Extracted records
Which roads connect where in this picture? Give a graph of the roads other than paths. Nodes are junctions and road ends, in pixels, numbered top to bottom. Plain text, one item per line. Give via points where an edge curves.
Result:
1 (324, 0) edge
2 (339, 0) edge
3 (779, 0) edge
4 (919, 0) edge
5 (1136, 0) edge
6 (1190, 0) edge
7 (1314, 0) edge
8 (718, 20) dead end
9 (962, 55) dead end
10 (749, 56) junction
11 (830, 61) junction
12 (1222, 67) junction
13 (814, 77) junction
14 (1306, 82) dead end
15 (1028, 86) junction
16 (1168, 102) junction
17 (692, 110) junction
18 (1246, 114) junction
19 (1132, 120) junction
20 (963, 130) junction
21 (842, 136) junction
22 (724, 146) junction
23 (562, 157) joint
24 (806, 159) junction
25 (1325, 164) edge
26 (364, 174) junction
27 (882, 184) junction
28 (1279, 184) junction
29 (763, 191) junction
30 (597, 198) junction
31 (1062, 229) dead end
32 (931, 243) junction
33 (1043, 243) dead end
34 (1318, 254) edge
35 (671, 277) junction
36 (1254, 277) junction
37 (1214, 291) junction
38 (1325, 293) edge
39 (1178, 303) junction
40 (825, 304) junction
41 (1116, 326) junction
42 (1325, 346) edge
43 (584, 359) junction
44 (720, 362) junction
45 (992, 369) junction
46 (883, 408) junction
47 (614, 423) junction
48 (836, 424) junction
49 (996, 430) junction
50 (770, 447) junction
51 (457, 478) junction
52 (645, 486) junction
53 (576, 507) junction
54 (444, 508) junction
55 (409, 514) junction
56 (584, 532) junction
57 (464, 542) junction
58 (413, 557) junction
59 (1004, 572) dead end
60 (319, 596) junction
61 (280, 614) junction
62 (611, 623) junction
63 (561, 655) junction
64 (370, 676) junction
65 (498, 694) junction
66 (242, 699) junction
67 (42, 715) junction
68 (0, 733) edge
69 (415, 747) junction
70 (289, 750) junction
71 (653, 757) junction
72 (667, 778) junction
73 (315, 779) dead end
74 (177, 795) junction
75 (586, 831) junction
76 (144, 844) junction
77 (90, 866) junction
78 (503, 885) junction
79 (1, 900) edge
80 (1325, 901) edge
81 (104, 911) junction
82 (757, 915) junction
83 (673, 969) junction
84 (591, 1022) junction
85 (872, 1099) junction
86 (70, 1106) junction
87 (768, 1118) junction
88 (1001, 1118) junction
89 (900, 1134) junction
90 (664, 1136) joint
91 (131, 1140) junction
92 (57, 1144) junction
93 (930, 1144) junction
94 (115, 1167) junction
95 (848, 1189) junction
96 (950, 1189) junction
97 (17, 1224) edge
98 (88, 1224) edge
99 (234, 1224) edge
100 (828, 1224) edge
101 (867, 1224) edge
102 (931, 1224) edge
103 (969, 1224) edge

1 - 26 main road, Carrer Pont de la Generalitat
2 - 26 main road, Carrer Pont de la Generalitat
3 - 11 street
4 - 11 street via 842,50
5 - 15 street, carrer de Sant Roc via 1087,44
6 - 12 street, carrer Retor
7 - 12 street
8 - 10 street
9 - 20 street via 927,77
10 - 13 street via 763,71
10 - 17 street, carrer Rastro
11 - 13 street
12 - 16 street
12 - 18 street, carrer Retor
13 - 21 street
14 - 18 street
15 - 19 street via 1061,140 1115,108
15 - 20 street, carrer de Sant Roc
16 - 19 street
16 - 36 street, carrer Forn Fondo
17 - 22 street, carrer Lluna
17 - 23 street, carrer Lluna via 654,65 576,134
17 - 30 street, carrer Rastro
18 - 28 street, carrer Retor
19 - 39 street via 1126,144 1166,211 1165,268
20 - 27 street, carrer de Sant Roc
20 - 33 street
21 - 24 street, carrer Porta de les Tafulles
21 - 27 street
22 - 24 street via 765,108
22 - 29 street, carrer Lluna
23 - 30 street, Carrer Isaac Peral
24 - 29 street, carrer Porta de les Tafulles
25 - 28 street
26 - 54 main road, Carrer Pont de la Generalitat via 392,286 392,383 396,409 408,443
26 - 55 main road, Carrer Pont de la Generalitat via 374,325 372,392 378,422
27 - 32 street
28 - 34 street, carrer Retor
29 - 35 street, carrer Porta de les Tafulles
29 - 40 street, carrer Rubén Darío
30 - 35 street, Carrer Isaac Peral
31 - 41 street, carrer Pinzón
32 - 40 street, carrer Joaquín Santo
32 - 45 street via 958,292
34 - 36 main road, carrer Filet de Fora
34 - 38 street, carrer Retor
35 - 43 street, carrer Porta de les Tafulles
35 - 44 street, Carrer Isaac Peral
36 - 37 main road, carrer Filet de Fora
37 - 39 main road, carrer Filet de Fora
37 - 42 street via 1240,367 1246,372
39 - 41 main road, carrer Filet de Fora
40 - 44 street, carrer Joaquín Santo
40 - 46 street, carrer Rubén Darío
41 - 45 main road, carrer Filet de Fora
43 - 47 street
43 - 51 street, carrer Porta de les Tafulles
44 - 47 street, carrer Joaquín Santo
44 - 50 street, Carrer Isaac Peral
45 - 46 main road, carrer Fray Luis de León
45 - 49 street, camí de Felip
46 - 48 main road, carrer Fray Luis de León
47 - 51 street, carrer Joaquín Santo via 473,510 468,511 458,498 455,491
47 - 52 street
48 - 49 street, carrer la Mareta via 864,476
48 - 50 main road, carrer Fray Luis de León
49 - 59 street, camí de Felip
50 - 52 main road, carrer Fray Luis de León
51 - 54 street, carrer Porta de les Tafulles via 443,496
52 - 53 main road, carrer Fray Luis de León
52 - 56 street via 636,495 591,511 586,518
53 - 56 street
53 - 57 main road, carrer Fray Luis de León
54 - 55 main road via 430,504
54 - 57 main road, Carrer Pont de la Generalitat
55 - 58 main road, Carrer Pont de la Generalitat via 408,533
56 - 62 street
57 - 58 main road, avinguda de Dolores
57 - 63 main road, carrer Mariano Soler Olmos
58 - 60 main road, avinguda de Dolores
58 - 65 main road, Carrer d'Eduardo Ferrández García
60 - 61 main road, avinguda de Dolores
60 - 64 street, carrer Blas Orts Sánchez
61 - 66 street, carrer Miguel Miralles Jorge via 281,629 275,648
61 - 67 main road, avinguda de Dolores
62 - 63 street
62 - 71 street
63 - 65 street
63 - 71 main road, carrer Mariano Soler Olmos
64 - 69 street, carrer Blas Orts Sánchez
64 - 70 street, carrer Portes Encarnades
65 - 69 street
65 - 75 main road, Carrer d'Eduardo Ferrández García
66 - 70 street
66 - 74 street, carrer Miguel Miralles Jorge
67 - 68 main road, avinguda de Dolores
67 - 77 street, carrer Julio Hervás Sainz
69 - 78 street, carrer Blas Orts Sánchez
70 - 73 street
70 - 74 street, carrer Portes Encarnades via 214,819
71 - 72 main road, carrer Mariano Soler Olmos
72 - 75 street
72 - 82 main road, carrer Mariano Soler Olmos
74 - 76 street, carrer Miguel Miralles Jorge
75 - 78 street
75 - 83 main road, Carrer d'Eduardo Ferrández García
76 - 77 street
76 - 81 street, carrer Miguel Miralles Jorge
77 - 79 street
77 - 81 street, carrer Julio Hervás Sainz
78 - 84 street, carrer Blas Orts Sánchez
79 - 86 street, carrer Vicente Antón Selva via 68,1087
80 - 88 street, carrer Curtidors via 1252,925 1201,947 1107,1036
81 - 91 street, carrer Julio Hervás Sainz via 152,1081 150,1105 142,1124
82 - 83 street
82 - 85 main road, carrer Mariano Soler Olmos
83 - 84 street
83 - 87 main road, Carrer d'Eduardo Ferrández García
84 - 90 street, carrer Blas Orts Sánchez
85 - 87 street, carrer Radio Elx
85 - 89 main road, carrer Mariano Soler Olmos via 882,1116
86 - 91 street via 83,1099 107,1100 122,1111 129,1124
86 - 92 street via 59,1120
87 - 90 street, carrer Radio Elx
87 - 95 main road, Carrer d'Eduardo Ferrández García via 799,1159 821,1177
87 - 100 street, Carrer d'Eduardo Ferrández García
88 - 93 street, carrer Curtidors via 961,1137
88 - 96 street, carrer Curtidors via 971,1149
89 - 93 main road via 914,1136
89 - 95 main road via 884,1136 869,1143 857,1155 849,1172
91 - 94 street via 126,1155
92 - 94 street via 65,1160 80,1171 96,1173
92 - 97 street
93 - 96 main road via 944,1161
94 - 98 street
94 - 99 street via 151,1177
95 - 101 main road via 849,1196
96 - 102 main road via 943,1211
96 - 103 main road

• Aim of the task
Only the lines that contain the string "Rubén" are to be copied from the records.

• Solution for this problem
29 - 40 street, carrer Rubén Darío
40 - 46 street, carrer Rubén Darío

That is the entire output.